The Government has announced it will scrap the much-criticised 5 per cent penalty fee for those who cash in a Lifetime individual savings account (LISA) during the first year. While it’s good that politicians are listening to criticism of the new product, any extra complexity is always a barrier to consumer understanding. And don’t forget that half of savers in the UK don’t even know what ‘ISA’ stands for*.
The LISA - a complex hybrid between a pension and an individual savings account - is due to launch in April, and yet the Government is still making up the rules as it goes along. It could be revolutionary, but the new product has not been properly thought through.
What is it?
The LISA will allow those aged at least 18 and under 40 to save up to £4,000 a year and receive a government bonus of 25 per cent.
The bonus, which is capped at a maximum of £1,000 a year, must be used either towards a deposit for a first house or for retirement. Should you withdraw money for anything else, you will lose the bonus and face a 5 per cent charge.
The Treasury’s decision to waive the charge for the first year was made because in that year the Government bonus will be paid at the end of the tax year, rather than monthly, as will be the case in subsequent years.
But having one set of rules on withdrawals for 2017/18 and another for the year after, as well as moving from annual government top-ups in 2017/18 to monthly ones in 2018/19, looks too confusing to me. Read that sentence back. It’s not something I’d like to have to explain to an 18-year-old.
Will it work?
The Lifetime ISA could be a much-needed incentive for those who currently find it hard to save. It also has great potential to benefit the self-employed and low-paid who do not quality for auto enrolment pension scheme benefits. Plus, it could help to encourage earlier engagement with retirement savings. So far, so good.
However, critics warn of unintended consequences. There is a big danger that the LISA could encourage younger savers to opt out of automatic enrolment pension schemes, which would result in a loss of employer contributions. After decades in which it was impossible to get young people to save, automatic enrolment has seen more than two million under-40s enrolled into a workplace pension with an employer contribution. To undermine this through a rival product would be snatching defeat from the jaws of victory.

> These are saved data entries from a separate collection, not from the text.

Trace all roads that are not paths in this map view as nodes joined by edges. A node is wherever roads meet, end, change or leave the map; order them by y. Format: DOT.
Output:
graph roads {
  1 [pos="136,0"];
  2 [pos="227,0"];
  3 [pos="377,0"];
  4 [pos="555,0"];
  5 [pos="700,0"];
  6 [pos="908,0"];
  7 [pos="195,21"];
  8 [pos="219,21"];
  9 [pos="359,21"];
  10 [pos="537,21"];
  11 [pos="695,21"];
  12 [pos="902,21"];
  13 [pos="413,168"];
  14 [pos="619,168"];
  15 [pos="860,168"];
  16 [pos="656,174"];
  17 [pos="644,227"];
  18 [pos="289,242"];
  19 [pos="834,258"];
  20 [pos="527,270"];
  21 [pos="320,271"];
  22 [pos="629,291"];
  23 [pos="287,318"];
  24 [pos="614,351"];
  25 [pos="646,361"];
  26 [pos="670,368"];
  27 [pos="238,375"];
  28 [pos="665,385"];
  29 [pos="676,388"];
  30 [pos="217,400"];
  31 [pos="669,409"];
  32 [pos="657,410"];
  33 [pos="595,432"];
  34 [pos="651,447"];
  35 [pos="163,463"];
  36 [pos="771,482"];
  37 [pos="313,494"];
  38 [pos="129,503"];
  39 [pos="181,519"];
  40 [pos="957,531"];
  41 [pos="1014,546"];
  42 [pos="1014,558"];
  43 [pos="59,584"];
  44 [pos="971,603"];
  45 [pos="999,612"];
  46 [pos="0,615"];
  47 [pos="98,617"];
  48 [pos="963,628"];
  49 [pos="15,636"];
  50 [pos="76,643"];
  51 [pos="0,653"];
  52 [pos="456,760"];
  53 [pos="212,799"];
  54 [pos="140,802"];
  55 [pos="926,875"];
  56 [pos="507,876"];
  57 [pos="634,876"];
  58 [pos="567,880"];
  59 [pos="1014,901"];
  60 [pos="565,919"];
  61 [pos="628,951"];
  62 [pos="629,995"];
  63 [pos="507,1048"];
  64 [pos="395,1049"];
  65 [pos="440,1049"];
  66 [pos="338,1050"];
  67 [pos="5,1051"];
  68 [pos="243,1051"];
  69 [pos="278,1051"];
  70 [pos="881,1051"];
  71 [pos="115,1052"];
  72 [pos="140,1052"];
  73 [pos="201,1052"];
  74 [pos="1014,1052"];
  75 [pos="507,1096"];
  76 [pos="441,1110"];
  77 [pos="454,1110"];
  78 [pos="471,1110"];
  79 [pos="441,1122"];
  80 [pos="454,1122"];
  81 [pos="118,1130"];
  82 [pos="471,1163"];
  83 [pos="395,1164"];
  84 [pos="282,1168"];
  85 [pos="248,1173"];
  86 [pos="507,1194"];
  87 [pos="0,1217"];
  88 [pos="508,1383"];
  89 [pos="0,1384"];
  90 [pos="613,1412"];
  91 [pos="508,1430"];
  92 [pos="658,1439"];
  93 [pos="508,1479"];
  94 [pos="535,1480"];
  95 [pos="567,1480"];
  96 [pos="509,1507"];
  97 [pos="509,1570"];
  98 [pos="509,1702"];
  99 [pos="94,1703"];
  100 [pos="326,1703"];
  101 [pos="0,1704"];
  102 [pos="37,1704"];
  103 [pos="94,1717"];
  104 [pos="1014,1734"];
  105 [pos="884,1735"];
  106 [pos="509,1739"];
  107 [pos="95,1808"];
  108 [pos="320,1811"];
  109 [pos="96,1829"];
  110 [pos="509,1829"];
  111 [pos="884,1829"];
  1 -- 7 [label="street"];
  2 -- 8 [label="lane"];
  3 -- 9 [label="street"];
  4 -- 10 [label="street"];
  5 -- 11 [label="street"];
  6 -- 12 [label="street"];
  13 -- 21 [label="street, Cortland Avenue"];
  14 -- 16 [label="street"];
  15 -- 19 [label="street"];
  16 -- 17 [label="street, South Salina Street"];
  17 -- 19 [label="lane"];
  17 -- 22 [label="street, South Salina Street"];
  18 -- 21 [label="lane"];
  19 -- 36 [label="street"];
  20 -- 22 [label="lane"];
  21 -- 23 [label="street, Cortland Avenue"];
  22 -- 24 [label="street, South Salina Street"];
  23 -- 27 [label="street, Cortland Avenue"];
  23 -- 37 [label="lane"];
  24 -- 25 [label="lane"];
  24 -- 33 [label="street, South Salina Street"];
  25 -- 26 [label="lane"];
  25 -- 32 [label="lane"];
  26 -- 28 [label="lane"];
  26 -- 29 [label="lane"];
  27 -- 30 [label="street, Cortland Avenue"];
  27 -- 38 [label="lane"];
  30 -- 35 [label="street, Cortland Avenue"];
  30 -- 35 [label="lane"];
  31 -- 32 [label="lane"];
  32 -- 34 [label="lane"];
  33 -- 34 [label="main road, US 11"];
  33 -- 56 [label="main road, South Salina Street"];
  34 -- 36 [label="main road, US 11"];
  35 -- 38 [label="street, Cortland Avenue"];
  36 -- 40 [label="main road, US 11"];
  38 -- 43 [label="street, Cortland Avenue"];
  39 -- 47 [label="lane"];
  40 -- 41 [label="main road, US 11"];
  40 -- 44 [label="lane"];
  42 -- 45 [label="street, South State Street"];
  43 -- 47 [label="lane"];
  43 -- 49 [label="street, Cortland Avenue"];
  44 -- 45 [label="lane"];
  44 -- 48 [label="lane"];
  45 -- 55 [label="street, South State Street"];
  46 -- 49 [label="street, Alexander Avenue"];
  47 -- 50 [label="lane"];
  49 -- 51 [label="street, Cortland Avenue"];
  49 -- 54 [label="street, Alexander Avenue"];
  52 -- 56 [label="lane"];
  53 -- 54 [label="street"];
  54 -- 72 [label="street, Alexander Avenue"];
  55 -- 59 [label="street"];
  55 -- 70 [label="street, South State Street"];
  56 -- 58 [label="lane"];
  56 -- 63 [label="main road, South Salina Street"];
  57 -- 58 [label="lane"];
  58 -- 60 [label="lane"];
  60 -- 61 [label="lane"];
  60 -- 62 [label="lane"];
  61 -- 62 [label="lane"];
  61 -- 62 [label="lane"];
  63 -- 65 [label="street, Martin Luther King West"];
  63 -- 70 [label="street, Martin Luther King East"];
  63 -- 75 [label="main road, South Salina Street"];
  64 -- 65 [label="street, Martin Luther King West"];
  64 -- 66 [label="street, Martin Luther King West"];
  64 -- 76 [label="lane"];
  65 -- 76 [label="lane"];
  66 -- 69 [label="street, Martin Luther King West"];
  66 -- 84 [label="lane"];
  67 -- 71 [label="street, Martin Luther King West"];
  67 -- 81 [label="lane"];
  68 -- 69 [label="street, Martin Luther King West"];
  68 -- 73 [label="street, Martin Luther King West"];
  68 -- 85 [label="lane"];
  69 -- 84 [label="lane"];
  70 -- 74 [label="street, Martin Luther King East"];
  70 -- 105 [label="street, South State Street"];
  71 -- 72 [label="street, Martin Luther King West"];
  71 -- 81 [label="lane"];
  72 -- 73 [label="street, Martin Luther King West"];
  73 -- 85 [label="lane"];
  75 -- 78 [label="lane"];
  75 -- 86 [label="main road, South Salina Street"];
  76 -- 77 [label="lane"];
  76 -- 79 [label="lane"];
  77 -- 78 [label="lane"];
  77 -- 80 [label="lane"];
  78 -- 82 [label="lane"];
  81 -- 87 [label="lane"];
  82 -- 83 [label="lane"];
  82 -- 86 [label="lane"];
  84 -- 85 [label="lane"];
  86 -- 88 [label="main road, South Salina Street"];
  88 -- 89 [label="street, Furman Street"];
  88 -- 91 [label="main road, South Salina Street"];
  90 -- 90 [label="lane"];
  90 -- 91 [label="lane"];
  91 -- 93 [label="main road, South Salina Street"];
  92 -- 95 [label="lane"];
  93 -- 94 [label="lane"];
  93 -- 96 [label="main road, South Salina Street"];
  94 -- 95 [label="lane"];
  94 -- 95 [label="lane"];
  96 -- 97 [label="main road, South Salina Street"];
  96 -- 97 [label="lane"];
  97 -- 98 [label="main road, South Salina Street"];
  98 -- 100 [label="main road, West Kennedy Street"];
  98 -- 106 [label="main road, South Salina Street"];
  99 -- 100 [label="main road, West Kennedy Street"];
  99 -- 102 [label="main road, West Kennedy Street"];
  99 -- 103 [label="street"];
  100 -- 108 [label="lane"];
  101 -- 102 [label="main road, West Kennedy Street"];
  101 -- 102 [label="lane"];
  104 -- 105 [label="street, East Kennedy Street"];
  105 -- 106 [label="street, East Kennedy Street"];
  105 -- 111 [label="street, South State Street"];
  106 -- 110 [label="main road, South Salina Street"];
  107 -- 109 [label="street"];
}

Also, while the LISA's exit charge may be aiming to drive the right behaviours, it makes the product complicated and damages the ISA brand, popular until now for its total flexibility of access.
Another point of contention is the cut-off age of 40. Around 4.6 million self-employed people are not covered by auto enrolment, many of whom are aged over 40. Plus, a growing number of over 40s have not yet made it onto the first rung of the housing ladder.
The Financial Conduct Authority (FCA) has already said that the Lifetime ISA should come with ‘risk warnings’ at the point of sale. In particular, the watchdog said the risks of losing out on an employer's pension contribution should be made clear by LISA providers. The FCA also wants providers to inform consumers that they may not be optimising their retirement savings from a tax perspective if they choose to invest in a LISA rather than a pension.
I think the LISA smacks of a pilot scheme for a new pensions regime, disguised as an ISA to take advantage of the latter’s popularity and to avoid more accusations of messing with the pension rules. For years, governments have wanted to withdraw higher-rate tax relief on pension contributions. The LISA offers a solution.
ISAs are undeniably more popular than pensions, and their appeal may help draw people in. But a big part of their popularity lies in their simplicity, and the LISA could undermine that reputation. There are already five types of ISA – cash, stocks and shares, Junior, Innovative and Help to Buy. The Lifetime ISA will be the sixth, so it’s getting really confusing.
Meanwhile, if you want to save for a deposit on a house between now and April, don’t wait for the LISA. Instead, start a Help to Buy ISA, which adds 25 per cent to first-time mortgage deposits. Barclays’ Help to Buy ISA has the best universally available rate at 2.27 per cent, and if you have a Cumbria postcode, you can get 3 per cent with Penrith Building Society. You will then have the option to transfer a Help to Buy ISA into a LISA until April 2018.
Moira O’Neill is Editor of Moneywise magazine and www.moneywise.co.uk
* According to research commissioned from YouGov Plc by Aldermore Bank. Total sample size was 2049 adults. Fieldwork was undertaken between 19th - 22nd February 2016. The survey was carried out online. The figures have been weighted and are representative of all GB adults (aged 18+).